I had Exla working at one point, but now it keeps crashing, and I can't figure out why

,

So I was trying to migrate some python code that I was running into my elixir code. My set up is that I have Elixir running most of the code, and rustler/rust bindings that run rust-bert for one model, and some python code that runs for another one. My goal was to bring as much as possible into Elixir. I found a model that I could run in Elixir, that was performing better than the one in Python, but there seemed to be a crossing of wires since both the Rust code, and the Elixir Nx code were using PyTorch. It seemed like whichever one ran first would get the lock on PyTorch, and the second one wouldn’t work(on the Rust side i’d see it was a error like this: Nif not loaded ... symbol not found in flat namespace '__ZN3c1019UndefinedTensorImpl10_singletonE'.

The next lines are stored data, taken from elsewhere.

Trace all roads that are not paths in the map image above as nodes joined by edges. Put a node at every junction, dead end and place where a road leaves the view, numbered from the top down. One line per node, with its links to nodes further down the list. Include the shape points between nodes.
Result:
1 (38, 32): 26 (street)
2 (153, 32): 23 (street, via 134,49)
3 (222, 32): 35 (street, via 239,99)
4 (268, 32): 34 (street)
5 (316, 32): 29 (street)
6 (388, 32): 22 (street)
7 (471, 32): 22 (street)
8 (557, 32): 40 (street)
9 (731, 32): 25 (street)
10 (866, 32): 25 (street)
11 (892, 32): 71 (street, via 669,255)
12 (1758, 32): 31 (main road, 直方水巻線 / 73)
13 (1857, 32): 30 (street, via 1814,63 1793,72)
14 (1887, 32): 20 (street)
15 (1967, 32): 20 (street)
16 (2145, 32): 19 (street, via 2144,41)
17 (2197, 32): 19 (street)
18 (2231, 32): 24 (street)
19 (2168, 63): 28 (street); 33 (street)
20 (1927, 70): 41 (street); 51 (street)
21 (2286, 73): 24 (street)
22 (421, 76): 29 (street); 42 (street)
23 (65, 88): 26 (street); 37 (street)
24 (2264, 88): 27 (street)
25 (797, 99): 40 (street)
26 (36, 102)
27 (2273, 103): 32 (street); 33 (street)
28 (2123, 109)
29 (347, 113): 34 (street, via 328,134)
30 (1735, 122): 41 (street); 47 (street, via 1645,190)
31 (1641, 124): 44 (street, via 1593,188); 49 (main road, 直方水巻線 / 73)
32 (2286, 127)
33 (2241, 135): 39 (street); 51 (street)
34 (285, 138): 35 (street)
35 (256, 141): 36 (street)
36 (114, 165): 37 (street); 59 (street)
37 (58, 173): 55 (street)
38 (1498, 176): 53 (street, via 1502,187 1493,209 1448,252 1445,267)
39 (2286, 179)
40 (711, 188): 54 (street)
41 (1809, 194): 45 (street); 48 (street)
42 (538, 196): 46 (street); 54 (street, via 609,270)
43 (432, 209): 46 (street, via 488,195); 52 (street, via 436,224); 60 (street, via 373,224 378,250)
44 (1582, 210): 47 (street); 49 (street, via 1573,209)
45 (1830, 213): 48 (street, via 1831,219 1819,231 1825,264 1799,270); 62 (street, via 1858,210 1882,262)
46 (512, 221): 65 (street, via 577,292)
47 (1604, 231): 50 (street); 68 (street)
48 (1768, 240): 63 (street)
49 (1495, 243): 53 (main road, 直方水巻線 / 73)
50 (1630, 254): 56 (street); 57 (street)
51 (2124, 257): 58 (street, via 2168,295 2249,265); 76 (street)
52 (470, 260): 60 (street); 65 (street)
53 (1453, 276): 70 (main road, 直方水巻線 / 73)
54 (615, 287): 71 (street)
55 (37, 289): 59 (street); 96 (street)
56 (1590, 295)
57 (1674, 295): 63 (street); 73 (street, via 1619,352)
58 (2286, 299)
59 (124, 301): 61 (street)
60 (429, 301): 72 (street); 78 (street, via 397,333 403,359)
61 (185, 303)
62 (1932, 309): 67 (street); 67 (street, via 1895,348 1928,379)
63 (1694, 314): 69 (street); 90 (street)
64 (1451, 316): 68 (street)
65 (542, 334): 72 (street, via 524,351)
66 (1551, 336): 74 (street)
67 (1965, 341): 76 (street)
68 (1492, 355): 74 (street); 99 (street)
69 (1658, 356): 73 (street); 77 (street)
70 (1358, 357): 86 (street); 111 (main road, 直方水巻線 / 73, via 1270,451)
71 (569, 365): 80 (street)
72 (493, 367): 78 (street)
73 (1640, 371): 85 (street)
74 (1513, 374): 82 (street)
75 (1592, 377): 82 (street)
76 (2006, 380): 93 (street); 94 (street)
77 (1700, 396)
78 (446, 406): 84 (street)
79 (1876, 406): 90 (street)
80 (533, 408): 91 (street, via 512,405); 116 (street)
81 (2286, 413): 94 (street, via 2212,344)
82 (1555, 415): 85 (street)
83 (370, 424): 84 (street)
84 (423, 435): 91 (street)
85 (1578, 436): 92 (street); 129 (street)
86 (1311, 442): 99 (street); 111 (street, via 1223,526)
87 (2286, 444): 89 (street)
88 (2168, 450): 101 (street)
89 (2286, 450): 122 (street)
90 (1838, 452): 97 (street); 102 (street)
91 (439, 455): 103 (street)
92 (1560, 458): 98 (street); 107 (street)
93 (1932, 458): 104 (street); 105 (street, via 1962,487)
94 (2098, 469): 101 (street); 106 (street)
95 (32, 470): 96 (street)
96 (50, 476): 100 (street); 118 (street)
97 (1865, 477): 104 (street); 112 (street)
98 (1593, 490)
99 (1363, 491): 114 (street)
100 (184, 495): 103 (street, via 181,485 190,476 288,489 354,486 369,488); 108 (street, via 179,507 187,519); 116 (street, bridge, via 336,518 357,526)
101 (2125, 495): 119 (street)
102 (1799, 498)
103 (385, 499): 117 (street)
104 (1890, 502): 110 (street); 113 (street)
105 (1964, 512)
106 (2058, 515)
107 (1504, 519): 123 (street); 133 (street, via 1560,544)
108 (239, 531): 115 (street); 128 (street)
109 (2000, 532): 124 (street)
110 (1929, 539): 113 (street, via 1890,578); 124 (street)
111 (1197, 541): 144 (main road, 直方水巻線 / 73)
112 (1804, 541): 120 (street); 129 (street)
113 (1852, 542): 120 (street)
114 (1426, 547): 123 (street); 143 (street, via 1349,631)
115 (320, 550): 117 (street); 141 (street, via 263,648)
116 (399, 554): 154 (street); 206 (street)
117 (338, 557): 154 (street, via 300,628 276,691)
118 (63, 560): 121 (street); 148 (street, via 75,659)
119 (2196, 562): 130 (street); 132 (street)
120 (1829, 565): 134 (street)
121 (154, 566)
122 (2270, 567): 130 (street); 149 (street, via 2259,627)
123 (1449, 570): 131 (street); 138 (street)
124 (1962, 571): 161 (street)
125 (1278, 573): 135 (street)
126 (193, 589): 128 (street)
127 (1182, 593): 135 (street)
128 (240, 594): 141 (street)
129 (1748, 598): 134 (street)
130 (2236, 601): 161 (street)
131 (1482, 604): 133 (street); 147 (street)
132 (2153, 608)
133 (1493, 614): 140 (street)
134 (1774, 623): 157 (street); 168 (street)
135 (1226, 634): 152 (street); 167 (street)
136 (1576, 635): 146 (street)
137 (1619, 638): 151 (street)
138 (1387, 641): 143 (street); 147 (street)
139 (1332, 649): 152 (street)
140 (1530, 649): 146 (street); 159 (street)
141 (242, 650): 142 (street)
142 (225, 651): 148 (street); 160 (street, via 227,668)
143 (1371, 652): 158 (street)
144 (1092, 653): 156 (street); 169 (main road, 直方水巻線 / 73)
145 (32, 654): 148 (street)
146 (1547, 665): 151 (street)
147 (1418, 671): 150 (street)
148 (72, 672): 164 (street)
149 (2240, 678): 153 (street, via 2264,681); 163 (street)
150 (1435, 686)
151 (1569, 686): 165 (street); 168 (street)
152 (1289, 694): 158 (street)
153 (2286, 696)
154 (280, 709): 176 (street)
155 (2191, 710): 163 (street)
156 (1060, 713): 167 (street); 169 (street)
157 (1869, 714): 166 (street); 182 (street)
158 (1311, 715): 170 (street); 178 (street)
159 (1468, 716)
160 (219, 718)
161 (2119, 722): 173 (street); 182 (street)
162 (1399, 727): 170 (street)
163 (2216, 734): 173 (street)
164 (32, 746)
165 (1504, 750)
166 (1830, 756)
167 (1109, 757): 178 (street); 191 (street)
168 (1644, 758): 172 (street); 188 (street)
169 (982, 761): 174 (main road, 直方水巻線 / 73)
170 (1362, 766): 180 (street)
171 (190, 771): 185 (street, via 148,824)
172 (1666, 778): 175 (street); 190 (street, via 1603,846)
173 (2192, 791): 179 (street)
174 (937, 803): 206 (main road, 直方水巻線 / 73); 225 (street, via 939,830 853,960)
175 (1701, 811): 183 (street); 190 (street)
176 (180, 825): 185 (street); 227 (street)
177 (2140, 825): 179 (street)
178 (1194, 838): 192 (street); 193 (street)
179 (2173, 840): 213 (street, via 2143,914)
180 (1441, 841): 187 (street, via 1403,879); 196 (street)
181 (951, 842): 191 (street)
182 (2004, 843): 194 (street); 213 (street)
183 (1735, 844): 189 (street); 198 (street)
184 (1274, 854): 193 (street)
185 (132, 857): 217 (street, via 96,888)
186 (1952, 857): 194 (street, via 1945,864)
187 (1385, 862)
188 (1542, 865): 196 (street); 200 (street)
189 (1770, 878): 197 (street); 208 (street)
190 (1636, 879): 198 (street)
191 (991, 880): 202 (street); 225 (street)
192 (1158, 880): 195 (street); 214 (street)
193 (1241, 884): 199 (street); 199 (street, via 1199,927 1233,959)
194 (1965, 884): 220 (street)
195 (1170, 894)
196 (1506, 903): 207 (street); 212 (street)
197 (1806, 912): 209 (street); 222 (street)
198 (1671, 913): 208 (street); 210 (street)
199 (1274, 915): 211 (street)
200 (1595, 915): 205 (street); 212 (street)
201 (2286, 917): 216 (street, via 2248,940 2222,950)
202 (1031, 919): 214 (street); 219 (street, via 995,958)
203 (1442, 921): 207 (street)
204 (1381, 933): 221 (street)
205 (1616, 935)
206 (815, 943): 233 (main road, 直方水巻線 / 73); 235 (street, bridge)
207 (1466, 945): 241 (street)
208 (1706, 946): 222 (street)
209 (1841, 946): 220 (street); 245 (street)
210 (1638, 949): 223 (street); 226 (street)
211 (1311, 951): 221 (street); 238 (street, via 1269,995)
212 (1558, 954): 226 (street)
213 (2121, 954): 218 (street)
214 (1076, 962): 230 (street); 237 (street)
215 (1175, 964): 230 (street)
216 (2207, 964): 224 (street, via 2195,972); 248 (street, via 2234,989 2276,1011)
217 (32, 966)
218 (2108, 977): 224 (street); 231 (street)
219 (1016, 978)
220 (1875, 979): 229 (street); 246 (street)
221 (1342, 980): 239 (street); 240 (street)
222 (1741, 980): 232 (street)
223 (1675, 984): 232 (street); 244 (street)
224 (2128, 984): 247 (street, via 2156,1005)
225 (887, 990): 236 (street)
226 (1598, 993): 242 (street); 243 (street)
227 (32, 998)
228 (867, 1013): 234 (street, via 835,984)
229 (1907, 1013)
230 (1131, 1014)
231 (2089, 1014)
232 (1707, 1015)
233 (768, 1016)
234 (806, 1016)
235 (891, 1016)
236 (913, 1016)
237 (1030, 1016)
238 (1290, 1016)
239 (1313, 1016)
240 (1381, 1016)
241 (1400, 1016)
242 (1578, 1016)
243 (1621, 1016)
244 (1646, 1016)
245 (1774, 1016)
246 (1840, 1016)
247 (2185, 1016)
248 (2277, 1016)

When I tried to instead run the Elixir side on Exla, I could get it to work breifly in a completely clean project, but not all together with everything else. When I load the model I get this output:

[info] TfrtCpuClient created.
[debug] the following PyTorch parameters were unused:

  * bert.embeddings.position_ids
  * bert.pooler.dense.bias
  * bert.pooler.dense.weight

Which seems strange because I’m trying to target EXLA, not PyTorch. To confirm right before I ran this operation, I ran the following:

iex(3)> Nx.default_backend
{EXLA.Backend, [client: :host]}

Though the tensors do state EXLA:

f32[768]
EXLA.Backend<host:0,...

The model is started as follows:

{:ok, model} = Bumblebee.load_model({:hf, "vblagoje/bert-english-uncased-finetuned-pos"})
  # This is only coming from local because there's no fast tokenizer "tokenizer.json" file on HF, but loading it in Python, then dumping to a file created one.
  {:ok, tokenizer} = Bumblebee.load_tokenizer({:local, "priv/tokenizer"})
  model = Bumblebee.Text.token_classification(model, tokenizer, aggregation: :same)

And called like:

Nx.Serving.run(model, "This is a test")

Which gives me the following:

libc++abi: terminating with uncaught exception of type std::out_of_range: Span::at failed bounds check
[1]    67025 abort      iex --erl "-kernel shell_history enabled" -S mix phx.server

I have tried:

  • Trying a different model, where both model and tokenizer are directly from HF, same result
  • Scorched earth removal of pytorch, tensorflow, all deps, _build, the works, and then rebuilding, same result
  • Completely removing rustler or anything else. Even trying in a completely clean project with just nx/bumblebee/axon/exla/jason, to try it there, same result.
  • restarting the computer, same result.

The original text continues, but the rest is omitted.